Readers of the New York Times know the news may change, but the message is always the same in their paper of record. It will play up every Republican kerfuffle and downplay Democratic scandals while presenting the choice between the two parties as a Manichean struggle between good and evil. Now clad in rainbow colors, the Gray Lady will, in the name of inclusion, celebrate a wide range of heretofore marginal behaviors – homosexuality, polyamory and transgenderism – while sowing divisions by separating Americans into warring camps based on race, gender, and ethnicity.
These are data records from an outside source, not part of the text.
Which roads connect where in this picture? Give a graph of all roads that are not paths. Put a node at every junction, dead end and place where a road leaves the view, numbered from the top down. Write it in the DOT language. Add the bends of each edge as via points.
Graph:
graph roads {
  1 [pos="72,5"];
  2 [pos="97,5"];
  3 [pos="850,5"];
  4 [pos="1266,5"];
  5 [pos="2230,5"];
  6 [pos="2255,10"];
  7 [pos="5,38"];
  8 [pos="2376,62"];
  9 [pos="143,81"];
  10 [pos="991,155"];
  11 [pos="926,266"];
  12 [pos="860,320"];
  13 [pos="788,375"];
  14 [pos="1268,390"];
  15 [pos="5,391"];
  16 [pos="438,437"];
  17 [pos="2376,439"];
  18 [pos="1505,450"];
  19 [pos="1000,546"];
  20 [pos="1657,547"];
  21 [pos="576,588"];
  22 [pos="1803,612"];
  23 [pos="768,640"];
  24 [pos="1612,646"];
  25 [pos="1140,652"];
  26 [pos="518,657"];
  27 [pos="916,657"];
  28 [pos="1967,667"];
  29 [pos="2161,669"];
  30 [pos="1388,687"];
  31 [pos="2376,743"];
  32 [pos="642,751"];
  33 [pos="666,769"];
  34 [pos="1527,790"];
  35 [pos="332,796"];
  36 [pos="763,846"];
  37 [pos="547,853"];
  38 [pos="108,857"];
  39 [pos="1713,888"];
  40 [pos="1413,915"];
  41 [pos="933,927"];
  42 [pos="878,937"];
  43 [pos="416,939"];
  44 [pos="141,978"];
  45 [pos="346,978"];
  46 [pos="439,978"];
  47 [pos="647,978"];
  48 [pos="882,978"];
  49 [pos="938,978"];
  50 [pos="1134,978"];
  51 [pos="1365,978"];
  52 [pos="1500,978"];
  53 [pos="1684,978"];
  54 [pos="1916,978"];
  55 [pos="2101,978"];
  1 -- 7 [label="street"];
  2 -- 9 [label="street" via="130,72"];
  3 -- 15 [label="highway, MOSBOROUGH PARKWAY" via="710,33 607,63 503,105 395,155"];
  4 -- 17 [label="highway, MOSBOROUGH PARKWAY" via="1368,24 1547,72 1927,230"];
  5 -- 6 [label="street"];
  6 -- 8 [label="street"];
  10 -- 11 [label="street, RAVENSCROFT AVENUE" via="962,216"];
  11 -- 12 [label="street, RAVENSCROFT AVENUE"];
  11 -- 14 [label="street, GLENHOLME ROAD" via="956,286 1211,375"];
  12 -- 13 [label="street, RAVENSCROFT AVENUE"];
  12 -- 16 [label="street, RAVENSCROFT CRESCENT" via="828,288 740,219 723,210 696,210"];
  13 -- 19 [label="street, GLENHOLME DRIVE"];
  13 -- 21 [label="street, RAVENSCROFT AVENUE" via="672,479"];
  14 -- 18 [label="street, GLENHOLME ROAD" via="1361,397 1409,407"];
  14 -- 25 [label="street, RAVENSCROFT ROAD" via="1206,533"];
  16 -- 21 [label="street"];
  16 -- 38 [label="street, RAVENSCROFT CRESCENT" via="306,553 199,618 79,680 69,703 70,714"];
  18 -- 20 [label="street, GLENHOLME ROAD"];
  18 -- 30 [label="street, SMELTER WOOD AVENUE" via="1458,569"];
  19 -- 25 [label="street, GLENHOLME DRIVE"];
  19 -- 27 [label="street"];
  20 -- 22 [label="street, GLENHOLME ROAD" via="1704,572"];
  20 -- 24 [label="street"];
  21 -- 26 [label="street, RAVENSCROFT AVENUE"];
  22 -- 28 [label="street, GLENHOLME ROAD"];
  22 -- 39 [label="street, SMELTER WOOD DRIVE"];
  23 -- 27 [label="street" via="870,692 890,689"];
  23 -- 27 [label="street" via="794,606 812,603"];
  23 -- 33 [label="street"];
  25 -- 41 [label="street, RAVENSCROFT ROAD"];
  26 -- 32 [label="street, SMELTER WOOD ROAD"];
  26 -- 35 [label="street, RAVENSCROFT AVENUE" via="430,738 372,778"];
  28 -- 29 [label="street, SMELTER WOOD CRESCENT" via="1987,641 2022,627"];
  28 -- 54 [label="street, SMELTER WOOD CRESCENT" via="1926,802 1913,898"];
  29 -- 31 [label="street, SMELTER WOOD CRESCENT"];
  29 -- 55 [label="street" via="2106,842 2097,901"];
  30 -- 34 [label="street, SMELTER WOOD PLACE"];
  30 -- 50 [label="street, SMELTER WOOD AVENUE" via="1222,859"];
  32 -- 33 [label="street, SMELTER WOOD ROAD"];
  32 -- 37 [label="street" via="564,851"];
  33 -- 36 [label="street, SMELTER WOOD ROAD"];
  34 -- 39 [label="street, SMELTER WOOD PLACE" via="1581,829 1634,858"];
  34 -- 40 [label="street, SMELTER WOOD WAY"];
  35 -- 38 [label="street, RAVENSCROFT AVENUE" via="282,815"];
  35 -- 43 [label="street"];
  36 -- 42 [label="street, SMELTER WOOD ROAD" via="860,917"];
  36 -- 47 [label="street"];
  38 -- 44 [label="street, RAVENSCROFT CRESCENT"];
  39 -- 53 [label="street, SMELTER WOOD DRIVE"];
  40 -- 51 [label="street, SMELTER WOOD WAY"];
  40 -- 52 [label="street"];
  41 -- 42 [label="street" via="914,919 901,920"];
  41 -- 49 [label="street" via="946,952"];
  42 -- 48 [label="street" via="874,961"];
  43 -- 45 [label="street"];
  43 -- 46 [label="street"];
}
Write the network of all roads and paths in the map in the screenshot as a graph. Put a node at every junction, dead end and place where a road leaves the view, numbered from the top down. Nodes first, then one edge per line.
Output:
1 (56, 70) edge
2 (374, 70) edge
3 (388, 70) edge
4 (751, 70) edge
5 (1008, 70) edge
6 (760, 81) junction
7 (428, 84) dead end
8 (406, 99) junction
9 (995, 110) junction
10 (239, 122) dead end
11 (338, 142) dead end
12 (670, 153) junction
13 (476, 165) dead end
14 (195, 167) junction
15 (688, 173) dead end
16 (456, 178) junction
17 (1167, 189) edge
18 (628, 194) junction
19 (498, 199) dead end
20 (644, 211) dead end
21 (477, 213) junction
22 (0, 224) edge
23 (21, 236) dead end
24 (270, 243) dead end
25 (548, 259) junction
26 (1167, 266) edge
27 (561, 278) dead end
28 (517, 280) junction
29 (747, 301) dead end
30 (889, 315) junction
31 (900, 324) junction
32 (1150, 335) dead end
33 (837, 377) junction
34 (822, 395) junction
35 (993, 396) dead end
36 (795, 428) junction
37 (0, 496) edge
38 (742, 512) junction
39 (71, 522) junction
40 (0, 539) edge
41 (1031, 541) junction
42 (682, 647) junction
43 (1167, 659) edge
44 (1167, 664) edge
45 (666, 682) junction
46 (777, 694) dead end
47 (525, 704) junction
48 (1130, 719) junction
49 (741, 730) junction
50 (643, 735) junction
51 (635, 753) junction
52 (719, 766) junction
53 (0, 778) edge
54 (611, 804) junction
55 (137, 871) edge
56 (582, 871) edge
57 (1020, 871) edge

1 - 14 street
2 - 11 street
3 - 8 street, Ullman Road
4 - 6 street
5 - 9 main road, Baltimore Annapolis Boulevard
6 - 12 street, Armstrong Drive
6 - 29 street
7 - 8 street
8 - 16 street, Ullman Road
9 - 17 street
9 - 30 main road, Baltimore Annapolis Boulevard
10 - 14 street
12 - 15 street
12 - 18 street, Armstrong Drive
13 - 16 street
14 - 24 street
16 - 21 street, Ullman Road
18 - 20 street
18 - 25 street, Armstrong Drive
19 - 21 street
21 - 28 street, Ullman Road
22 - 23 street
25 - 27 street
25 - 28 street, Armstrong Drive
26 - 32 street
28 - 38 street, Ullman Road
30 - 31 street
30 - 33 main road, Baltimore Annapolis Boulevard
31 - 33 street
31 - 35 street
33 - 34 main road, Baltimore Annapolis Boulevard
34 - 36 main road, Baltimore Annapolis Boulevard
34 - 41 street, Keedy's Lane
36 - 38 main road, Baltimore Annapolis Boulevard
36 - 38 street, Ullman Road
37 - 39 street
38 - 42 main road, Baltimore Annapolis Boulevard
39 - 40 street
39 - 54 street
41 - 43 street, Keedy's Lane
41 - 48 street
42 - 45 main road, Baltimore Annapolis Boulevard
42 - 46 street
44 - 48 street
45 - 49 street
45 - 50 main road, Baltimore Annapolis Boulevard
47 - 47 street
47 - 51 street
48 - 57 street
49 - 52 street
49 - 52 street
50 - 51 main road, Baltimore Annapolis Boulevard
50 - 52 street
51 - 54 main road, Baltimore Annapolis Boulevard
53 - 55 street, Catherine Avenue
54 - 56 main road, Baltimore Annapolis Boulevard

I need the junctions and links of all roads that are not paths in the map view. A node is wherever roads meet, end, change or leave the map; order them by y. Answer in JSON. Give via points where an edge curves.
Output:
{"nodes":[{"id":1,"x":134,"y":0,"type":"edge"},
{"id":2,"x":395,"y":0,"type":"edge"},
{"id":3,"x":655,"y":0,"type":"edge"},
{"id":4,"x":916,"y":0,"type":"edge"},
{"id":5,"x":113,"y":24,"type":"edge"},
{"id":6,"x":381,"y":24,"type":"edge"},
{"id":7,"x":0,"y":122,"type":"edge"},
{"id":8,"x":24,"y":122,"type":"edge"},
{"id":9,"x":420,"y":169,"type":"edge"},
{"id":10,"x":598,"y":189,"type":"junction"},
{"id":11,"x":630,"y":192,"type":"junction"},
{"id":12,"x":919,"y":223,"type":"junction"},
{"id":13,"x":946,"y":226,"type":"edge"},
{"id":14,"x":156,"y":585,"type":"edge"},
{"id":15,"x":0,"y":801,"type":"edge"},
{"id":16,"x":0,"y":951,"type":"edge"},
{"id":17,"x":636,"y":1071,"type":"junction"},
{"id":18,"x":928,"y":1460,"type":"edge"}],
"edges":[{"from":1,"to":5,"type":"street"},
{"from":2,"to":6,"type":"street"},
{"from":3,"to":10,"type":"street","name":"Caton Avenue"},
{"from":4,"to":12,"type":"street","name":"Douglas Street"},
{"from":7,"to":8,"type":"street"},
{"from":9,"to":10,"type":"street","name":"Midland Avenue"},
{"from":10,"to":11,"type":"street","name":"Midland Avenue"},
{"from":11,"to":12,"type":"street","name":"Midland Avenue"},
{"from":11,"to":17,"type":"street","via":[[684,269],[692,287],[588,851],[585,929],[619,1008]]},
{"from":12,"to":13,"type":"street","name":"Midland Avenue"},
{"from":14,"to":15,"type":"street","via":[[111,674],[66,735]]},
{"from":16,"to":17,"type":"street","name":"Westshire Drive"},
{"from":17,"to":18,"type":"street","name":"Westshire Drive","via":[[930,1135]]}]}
The transformation of the Times, and much of American journalism, during the last decade from a traditional newspaper that largely reports the news into the daily call sheet for the “woke” revolution that seeks to undermine the traditional pillars of American society is now so complete that it may seem unremarkable. Both its defenders and critics know exactly what to expect when they open its pages. Such acceptance, or resignation, is dangerous because it normalizes the great sin of the New York Times: the betrayal of hitherto bedrock journalistic principles of fairness, objectivity and pluralism that made the Fourth Estate a pillar of American democracy during the 20th century.

The paper’s radical reinvention of itself into a results-oriented tool serving leftwing social change has happened quickly – the Times of 2010 bears little resemblance to the paper published today. But enough time has passed so that we can identify both the key incidents and the dynamic political, cultural and economic forces that have transformed America’s most influential newspaper, and thus the nation itself.

That story began to come into focus on August 7, 2016 – the day American journalism crossed the Rubicon. That’s when the New York Times published a front-page article arguing that Donald Trump was such an “abnormal” candidate that “normal standards” of reporting on him were henceforth “untenable.” From now on, the paper made clear, the news columns of the Times would be taking sides. “If you view a Trump presidency as something that’s potentially dangerous,” Jim Rutenberg wrote, “then your reporting is going to reflect that. You would move closer than you’ve ever been to being oppositional.”

The article never explained why the normal standards of objectivity were insufficient. If Trump were truly a danger to the Republic, wouldn’t an honest accounting of his behavior be enough to expose him?